An important discussion must occur at the start of a project between the project’s sponsor and project manager. To be effective, this discussion needs to be relaxed and candid. Getting the sponsor away from the workplace, away from the trappings of his or her office (the credenza, secretary, and that BIG desk) to engage in one-on-one dialog is essential. If the executive gets sauce on his or her hands or face, you get extra credit.

The relationship between the project manager and the sponsor is unique. The sponsor has a business problem to solve and controls the priorities and resources of the organization. The project manager’s job is to work with the sponsor to define a project that addresses the business problem and then look for a credible way to perform the project within the sponsor’s schedule and resource targets. The project manager is there to support the sponsor’s decision making as well as to define, plan and manage the project. To do this well the project manager must understand the sponsor’s goals. In my experience, the best way to discover what someone wants is to ask.

Some of the questions that must be asked may be perceived as insubordinate or challenging of the sponsor’s authority or wisdom… so they shouldn’t be asked in a public forum, by e-mail, or in an environment that encourages the sponsor to wear their “boss” hat. The intention of the cheeseburger and the cheeseburger talk is to help the project manager get to the heart of the sponsor’s motivation and to lay a foundation for defining and running the project. I strongly recommend approaching these questions the first time in a casual setting.

Scope

  • What do you want?
  • Why is our organization interested in doing this?
  • What would a successful project produce?
  • How will we know we are done and successful?
  • What is the successful project worth to our organization?

Resources

  • What resources are you willing to commit to the project (people, equipment, materials, facilities, $$$)?
  • How did you come to believe that these resources were sufficient for the project?

Schedule

  • When do you want it?
  • Why then?
  • What is the business impact of delivery a day or a week or a month later than your target?
  • What would early delivery be worth?

History

  • How did we come to be here?
  • Why haven’t we done this sooner?
  • Has this project (or anything like it) been attempted before?

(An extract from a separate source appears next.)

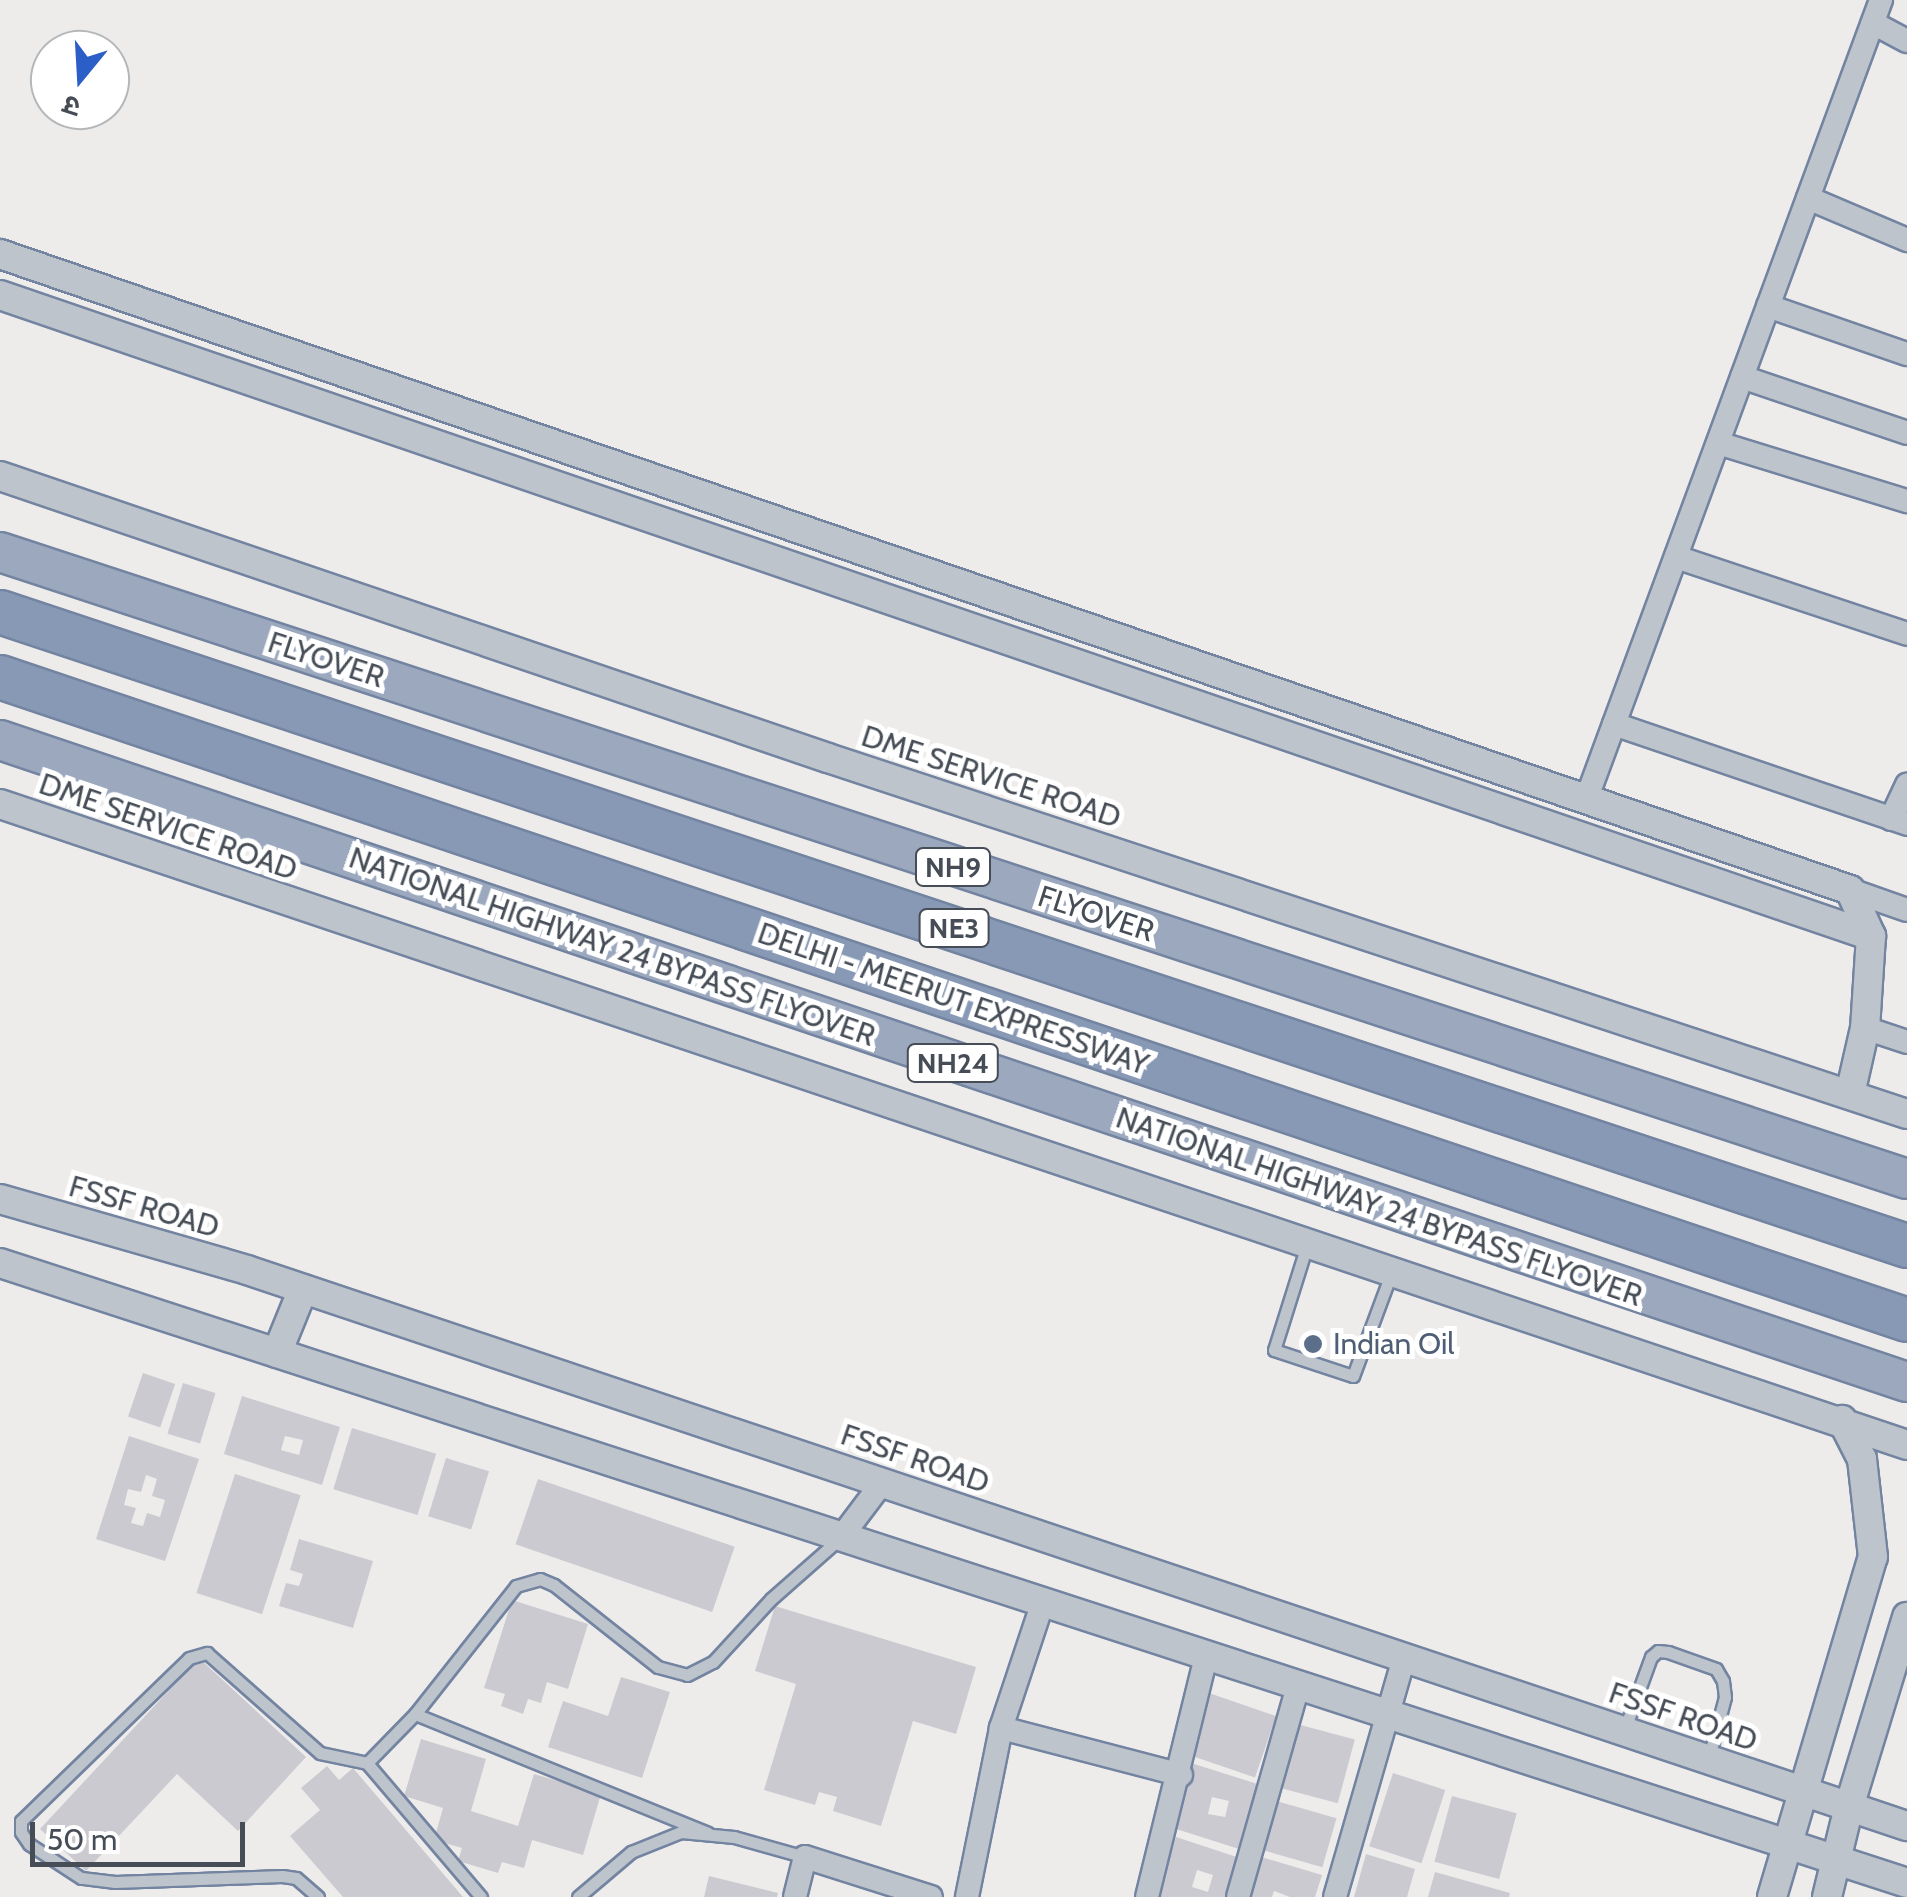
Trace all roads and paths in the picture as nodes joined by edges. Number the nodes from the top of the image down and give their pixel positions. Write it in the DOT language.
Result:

What happened?

Relationships

  • As the project progresses, what status information would you like to receive?
  • How often do you want to receive regular status?
  • How shall I contact you if I have questions or issues with the project?
  • Who is authorized to change the schedule, scope and resource bounds of the project once we have agreed to a written project definition?
  • If at any time, I develop concerns about the project’s viability, when do you want to know?

The last question is key. You will always get the same answer, “I would want to know right away.”, but the question underscores the relationship between the project manager and the sponsor. The project manager is the sponsor’s eye and ears. If new information suggests the project goals are in trouble, it is the project manager’s obligation to notify the sponsor promptly. This question reminds both parties of that duty.

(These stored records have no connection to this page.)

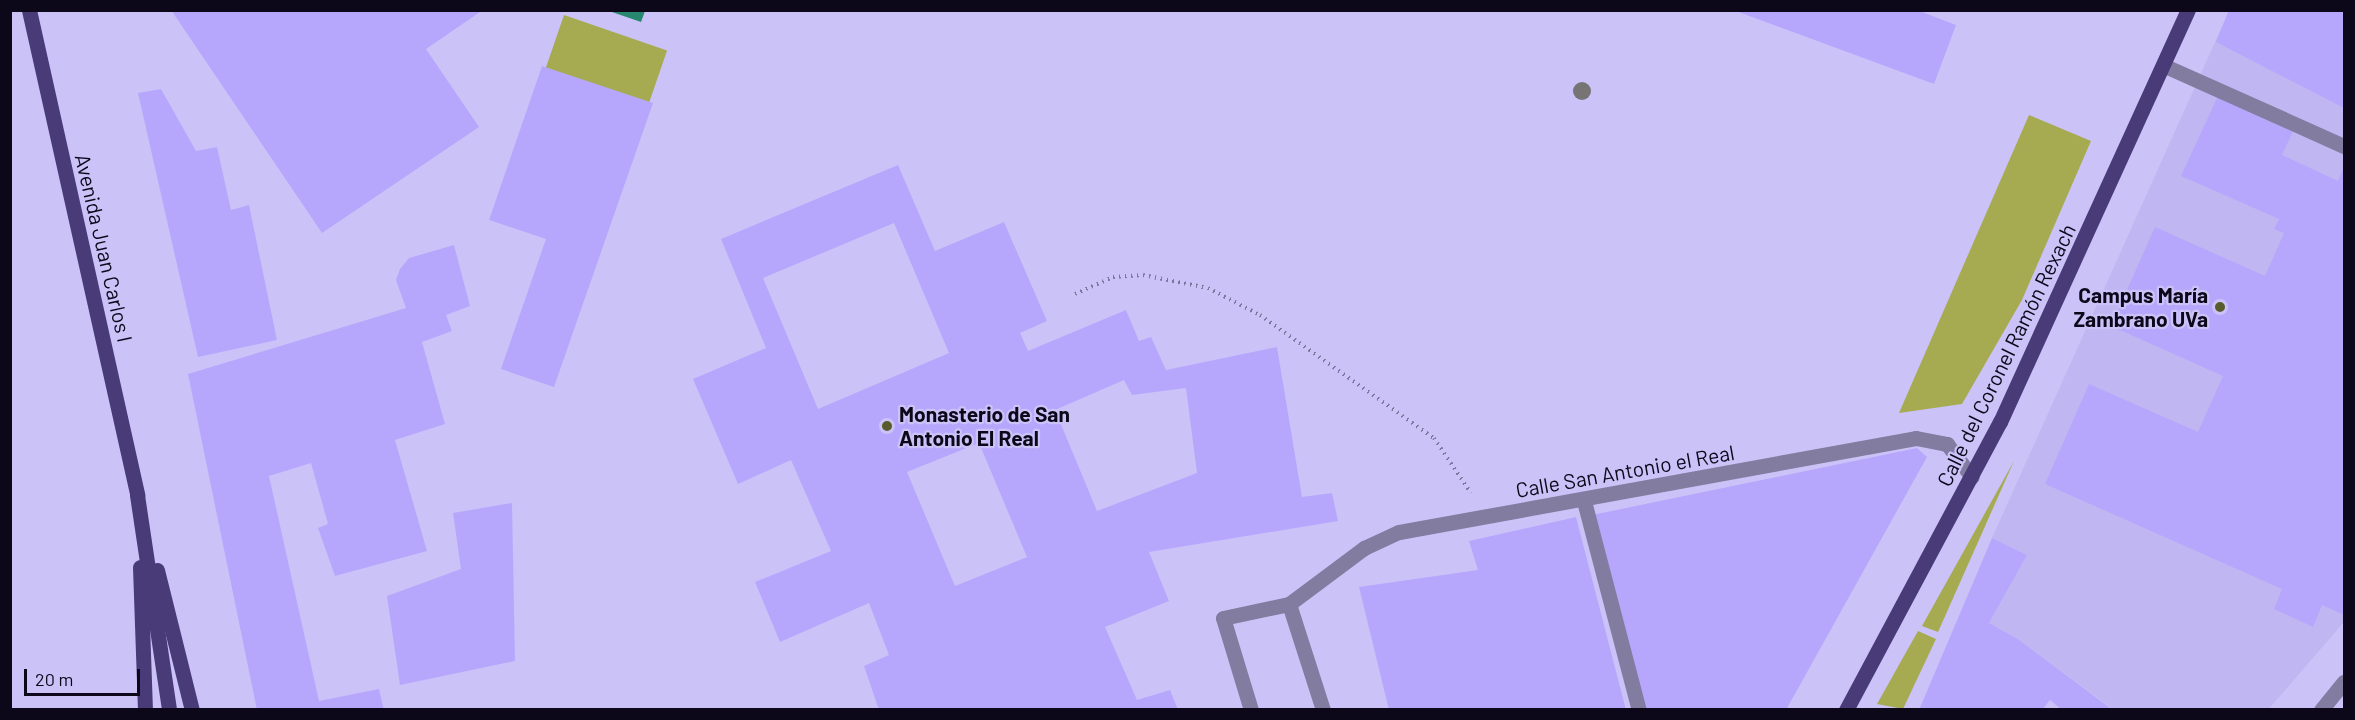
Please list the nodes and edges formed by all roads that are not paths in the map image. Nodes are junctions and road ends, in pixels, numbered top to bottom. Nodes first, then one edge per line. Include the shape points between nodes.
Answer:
1 (29, 10) edge
2 (2188, 10) edge
3 (2164, 66) junction
4 (2344, 146) edge
5 (1972, 477) junction
6 (137, 495) junction
7 (1584, 501) junction
8 (1289, 604) junction
9 (2344, 682) edge
10 (145, 710) edge
11 (169, 710) edge
12 (192, 710) edge
13 (1251, 710) edge
14 (1323, 710) edge
15 (1639, 710) edge
16 (1846, 710) edge
17 (2321, 710) edge

1 - 6 main road, Avenida Juan Carlos I
2 - 3 main road, Calle del Coronel Ramón Rexach
3 - 4 street
3 - 5 main road, Calle del Coronel Ramón Rexach
5 - 7 street, Calle San Antonio el Real via 1947,444 1916,438
5 - 16 main road, Calle del Coronel Ramón Rexach
6 - 10 main road
6 - 11 main road, Avenida Juan Carlos I
6 - 12 main road, Avenida Juan Carlos I
7 - 8 street, Calle San Antonio el Real via 1378,539
7 - 15 street
8 - 13 street, Calle San Antonio el Real via 1223,618
8 - 14 street
9 - 17 street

These questions make a great agenda for lunch. They can be covered in casual conversation to provide the project context and history as well as the schedule, scope and resource boundaries. They may look simple, but it is surprising how many project managers cannot answer these “simple” questions for projects that have been underway for months.

The cheeseburger talk sets a tone for the project. It establishes a foundation for the project manager prior to project definition and it reinforces the sponsor/project manager relationship. All this and a lunch too – and the sponsoring executive should probably pick up the tab – it doesn’t get any better than this.

The cheeseburger talk is a perfect ice-breaker and helps establish the project manager/sponsor relationship at the start of the project, or any time there is a personnel change in the project manager or sponsor role. When was the last time you had lunch with your sponsor?

 

cheeseburger talkABOUT THE AUTHOR: 

Payson Hall, PMP® is a consulting project manager for Catalysis Group, Inc. in Sacramento, California. Payson has performed and consulted on a variety of hardware and software systems integration projects in both the public and private sectors throughout North America and Europe during his 35-year professional career. He can be reached at payson@catalysisgroup.com.

Payson is pleased to announce publication of his new book with co-author Dawne Chandler about Improving Executive Project Sponsorship.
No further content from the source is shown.